What is being asked: For the string "Xique", report how many lines in the records below contain it, and nothing more.

Collected data
◆ ◆ ◆
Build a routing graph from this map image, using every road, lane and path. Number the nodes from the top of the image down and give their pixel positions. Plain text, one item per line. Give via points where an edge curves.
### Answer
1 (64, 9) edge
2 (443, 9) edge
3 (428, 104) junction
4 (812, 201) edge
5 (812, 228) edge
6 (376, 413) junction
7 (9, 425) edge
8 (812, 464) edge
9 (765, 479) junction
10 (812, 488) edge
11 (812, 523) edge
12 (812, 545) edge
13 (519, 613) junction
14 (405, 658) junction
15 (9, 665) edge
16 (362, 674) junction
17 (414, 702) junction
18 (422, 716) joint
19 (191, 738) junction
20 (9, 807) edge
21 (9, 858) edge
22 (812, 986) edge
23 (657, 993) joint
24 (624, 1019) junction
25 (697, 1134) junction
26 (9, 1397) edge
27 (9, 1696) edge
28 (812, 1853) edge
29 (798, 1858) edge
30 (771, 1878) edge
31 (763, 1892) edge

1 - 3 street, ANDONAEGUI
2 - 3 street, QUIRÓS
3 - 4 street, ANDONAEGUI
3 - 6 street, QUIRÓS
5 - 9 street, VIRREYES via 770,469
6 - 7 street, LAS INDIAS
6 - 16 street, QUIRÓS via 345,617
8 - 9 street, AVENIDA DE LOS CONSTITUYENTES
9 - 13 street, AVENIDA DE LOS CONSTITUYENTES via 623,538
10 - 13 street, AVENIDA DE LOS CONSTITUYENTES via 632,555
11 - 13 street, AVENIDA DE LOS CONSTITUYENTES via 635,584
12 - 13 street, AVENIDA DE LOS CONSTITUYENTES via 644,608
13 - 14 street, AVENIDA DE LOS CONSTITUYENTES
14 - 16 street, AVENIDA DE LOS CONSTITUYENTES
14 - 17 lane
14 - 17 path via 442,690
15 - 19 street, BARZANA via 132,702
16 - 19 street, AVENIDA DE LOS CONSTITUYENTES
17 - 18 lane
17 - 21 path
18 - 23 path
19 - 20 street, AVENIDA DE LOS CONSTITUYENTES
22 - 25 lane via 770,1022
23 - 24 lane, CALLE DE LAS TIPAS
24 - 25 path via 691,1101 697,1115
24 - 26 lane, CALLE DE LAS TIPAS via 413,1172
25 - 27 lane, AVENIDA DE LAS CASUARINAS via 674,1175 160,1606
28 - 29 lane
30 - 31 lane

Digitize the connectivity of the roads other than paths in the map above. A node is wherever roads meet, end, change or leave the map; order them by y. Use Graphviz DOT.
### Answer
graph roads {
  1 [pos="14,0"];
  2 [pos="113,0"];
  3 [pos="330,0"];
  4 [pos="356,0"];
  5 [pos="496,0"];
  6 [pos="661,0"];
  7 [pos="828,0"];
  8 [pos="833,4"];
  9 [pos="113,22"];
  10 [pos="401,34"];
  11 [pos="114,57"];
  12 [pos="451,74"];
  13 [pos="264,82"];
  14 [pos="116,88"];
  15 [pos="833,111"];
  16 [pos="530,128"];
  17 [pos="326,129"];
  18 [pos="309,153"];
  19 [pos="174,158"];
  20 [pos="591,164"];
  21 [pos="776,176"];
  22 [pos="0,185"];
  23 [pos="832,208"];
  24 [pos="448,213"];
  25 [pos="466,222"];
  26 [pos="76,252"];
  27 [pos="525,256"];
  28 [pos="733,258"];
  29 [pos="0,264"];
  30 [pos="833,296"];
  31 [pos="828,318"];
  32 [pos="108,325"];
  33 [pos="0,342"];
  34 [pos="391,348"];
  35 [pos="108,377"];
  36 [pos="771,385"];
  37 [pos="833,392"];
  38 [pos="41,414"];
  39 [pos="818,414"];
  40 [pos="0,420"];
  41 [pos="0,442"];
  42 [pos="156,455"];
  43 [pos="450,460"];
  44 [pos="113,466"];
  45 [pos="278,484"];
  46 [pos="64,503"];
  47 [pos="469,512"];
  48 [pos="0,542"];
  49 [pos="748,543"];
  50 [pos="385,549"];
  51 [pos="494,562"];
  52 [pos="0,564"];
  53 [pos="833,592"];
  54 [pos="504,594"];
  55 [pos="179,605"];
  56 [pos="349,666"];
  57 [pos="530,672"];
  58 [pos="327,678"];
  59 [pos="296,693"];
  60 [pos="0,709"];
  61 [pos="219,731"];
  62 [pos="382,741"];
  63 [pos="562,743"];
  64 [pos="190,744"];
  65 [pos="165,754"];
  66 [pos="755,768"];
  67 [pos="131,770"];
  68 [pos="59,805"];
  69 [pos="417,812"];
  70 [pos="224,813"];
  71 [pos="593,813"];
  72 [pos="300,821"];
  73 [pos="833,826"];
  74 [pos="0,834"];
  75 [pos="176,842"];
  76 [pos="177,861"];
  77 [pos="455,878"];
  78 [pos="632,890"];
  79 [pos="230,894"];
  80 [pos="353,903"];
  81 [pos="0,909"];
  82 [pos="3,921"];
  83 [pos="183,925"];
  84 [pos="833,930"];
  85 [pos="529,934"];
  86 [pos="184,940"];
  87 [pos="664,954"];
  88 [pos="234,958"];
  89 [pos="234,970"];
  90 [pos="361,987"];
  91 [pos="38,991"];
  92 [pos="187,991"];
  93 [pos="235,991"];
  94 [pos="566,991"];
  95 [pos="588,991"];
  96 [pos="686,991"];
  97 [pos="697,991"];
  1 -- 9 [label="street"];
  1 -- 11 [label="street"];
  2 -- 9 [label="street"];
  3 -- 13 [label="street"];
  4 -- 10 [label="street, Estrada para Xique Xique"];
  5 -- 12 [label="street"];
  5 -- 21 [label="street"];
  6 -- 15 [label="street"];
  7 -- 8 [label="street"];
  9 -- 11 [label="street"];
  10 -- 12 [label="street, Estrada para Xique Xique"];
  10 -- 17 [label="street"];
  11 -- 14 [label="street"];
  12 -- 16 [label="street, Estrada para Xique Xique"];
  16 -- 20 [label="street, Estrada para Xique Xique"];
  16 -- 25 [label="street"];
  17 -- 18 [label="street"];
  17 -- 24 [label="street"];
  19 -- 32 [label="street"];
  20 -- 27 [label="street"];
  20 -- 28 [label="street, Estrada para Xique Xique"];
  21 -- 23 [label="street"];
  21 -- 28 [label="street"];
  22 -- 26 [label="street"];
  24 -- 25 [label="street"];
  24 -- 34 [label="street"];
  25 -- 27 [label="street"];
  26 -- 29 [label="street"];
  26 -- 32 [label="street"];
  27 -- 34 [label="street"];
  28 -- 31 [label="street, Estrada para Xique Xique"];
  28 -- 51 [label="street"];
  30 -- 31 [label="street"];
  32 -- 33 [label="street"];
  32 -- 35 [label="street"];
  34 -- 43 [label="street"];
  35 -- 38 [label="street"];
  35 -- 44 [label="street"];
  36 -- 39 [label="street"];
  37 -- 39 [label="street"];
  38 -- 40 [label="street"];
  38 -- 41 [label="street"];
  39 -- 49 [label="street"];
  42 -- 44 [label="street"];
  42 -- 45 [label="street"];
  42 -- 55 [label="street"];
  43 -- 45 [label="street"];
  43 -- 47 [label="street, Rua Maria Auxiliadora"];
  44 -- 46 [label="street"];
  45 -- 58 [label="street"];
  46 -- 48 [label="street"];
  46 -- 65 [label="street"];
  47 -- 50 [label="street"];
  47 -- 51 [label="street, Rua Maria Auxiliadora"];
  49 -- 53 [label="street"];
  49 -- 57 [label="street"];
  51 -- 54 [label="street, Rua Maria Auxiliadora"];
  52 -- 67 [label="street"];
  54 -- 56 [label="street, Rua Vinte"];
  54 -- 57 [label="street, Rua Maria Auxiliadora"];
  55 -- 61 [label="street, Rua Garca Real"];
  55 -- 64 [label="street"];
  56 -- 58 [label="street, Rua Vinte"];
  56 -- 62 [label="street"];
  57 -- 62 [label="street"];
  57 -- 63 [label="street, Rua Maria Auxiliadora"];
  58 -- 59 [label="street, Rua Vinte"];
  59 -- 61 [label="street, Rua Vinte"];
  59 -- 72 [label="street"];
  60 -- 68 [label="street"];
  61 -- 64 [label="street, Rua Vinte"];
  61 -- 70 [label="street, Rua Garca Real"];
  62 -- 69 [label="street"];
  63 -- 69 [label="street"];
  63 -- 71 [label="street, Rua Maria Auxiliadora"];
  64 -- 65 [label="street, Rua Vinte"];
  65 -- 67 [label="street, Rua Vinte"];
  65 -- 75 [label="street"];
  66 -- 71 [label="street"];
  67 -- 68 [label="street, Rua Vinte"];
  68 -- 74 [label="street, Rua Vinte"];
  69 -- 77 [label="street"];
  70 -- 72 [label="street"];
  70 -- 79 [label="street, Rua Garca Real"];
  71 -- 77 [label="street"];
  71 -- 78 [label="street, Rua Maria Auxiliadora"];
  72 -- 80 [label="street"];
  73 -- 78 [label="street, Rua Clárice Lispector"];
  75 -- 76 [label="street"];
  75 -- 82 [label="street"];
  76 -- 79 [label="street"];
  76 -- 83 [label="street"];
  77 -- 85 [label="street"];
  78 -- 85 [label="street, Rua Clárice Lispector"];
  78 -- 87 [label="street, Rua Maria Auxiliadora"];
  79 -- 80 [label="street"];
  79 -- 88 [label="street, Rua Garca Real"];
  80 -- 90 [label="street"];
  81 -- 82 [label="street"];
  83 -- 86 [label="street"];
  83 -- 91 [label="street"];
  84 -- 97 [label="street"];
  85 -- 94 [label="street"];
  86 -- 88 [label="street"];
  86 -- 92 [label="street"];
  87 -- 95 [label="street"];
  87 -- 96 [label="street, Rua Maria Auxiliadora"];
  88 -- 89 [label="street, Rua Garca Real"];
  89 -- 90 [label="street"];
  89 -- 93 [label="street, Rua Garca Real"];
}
◆ ◆ ◆
Exercise result: 6